▸ TASK GOAL
Only a number is wanted: how many lines of the entries include the string "Nobel"?

----- LISTED RECORDS -----

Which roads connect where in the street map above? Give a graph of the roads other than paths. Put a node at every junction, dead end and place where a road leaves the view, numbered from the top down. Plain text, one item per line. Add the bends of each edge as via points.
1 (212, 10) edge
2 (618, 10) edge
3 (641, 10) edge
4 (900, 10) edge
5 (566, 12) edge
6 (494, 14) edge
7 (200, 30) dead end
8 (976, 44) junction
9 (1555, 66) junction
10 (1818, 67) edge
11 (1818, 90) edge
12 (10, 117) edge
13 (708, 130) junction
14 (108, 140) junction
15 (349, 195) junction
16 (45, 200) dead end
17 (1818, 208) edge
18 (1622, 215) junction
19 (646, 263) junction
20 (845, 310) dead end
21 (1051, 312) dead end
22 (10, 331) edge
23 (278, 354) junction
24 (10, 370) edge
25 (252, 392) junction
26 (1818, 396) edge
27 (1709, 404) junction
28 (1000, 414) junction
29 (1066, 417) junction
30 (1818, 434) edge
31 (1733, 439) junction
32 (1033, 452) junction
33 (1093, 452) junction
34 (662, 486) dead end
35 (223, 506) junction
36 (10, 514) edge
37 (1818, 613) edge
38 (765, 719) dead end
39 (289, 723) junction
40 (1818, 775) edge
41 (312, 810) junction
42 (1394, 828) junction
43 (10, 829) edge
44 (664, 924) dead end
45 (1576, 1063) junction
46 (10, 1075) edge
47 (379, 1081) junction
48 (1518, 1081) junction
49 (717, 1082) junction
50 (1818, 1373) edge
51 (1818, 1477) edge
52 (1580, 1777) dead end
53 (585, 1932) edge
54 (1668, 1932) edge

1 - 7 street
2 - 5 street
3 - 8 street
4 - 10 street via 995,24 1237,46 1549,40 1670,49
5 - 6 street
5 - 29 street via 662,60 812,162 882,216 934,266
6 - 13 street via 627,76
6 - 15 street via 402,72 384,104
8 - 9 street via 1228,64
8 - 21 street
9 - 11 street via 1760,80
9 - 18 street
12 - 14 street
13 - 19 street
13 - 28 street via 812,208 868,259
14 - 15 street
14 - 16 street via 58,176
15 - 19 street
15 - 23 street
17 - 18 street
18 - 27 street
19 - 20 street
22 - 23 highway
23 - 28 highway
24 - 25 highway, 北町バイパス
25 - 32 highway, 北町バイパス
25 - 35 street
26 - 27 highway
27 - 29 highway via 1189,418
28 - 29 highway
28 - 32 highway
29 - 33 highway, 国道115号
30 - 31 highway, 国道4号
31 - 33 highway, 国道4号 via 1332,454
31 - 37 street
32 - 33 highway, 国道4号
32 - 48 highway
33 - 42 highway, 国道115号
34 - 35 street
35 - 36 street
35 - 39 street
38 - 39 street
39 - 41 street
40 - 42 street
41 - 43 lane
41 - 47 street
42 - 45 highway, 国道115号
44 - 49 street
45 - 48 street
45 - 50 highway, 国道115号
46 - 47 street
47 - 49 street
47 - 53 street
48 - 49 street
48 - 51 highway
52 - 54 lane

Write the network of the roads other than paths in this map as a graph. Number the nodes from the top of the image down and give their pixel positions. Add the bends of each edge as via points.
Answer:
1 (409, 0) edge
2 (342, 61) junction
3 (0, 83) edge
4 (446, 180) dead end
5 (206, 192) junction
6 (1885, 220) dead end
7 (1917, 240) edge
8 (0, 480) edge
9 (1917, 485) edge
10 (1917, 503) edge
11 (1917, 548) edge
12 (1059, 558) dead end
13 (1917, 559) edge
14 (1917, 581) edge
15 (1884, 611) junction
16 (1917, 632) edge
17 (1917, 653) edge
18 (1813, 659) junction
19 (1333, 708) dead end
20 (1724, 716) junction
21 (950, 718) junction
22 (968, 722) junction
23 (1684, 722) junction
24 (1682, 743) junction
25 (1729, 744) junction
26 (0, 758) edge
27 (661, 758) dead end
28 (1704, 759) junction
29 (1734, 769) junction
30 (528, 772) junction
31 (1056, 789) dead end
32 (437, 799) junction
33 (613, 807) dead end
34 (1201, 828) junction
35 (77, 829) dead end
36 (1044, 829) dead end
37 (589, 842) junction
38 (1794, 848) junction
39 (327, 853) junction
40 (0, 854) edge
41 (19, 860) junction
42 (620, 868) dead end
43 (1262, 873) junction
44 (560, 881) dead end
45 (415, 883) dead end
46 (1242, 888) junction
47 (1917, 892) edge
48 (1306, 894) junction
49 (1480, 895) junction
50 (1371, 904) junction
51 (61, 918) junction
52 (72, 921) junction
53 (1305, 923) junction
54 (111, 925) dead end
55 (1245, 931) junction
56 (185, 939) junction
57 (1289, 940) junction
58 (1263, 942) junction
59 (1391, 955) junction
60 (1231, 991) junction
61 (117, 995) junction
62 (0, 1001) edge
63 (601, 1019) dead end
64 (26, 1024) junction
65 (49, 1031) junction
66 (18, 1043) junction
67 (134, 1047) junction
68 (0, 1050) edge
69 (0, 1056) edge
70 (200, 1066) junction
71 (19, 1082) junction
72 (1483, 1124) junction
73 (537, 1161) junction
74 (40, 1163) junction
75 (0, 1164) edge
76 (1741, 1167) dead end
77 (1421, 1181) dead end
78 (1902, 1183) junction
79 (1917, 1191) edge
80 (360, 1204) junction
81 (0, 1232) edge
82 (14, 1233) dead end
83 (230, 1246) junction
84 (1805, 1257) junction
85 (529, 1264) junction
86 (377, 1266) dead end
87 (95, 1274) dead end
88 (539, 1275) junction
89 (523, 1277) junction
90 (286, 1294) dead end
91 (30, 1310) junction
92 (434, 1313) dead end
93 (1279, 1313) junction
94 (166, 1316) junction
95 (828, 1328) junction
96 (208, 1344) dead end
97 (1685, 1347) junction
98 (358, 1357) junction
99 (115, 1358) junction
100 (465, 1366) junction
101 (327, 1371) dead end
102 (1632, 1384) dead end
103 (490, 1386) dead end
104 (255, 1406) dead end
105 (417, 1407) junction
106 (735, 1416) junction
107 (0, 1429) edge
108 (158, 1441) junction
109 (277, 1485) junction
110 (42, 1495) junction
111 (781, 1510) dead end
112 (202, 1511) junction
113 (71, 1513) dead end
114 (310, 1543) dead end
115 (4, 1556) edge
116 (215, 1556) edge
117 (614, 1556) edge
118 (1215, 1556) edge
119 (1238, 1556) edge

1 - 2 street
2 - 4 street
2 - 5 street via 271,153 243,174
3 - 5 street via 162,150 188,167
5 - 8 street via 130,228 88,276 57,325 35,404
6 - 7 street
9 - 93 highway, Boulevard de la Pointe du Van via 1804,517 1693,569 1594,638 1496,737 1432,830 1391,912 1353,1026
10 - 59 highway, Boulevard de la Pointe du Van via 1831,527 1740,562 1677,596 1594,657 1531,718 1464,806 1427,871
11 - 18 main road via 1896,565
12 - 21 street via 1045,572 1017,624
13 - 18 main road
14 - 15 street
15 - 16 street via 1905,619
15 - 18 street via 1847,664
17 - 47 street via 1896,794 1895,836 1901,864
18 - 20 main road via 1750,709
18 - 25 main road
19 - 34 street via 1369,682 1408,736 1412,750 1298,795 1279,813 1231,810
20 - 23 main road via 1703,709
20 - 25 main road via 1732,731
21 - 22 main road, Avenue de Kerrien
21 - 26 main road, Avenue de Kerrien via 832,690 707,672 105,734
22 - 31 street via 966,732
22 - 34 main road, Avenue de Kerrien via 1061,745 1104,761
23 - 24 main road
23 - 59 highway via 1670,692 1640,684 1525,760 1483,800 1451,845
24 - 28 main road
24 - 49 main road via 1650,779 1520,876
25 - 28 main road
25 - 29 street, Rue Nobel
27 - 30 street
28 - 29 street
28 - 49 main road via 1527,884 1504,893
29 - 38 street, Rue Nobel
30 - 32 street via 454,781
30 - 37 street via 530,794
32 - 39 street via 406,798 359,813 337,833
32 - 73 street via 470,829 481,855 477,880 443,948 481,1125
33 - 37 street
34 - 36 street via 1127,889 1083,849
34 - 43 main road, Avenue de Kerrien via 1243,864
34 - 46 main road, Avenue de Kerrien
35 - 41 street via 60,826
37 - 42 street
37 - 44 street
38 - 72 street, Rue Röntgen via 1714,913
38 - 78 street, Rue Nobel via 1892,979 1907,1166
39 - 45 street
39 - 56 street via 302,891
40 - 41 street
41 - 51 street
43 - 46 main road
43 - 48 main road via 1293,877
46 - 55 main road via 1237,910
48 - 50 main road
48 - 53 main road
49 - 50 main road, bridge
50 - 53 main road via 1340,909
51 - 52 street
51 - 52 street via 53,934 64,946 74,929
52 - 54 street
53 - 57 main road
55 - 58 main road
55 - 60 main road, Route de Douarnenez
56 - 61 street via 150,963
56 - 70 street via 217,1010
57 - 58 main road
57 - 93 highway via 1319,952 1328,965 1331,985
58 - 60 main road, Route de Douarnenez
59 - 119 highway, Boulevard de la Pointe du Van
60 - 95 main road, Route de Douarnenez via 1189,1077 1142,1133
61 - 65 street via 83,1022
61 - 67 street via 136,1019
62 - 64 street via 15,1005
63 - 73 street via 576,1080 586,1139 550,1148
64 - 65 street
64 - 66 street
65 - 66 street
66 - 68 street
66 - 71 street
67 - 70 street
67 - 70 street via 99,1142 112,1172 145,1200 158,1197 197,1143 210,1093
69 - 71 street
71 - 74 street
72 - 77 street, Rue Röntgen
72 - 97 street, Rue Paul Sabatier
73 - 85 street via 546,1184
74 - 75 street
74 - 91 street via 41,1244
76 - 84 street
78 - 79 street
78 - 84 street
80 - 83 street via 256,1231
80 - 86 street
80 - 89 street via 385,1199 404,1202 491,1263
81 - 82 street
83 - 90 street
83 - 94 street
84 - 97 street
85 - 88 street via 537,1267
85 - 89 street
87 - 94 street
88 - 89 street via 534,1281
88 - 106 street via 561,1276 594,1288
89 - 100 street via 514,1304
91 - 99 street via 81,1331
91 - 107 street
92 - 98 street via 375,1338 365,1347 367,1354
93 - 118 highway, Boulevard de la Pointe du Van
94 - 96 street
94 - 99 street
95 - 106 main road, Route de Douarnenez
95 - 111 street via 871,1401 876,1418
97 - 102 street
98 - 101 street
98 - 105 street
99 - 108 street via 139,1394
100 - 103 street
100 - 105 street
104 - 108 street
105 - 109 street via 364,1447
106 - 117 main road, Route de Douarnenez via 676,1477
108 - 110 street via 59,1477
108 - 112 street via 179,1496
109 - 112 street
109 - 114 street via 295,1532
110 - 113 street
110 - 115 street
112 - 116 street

-----

▸ RESPONSE FOR THIS EXERCISE
3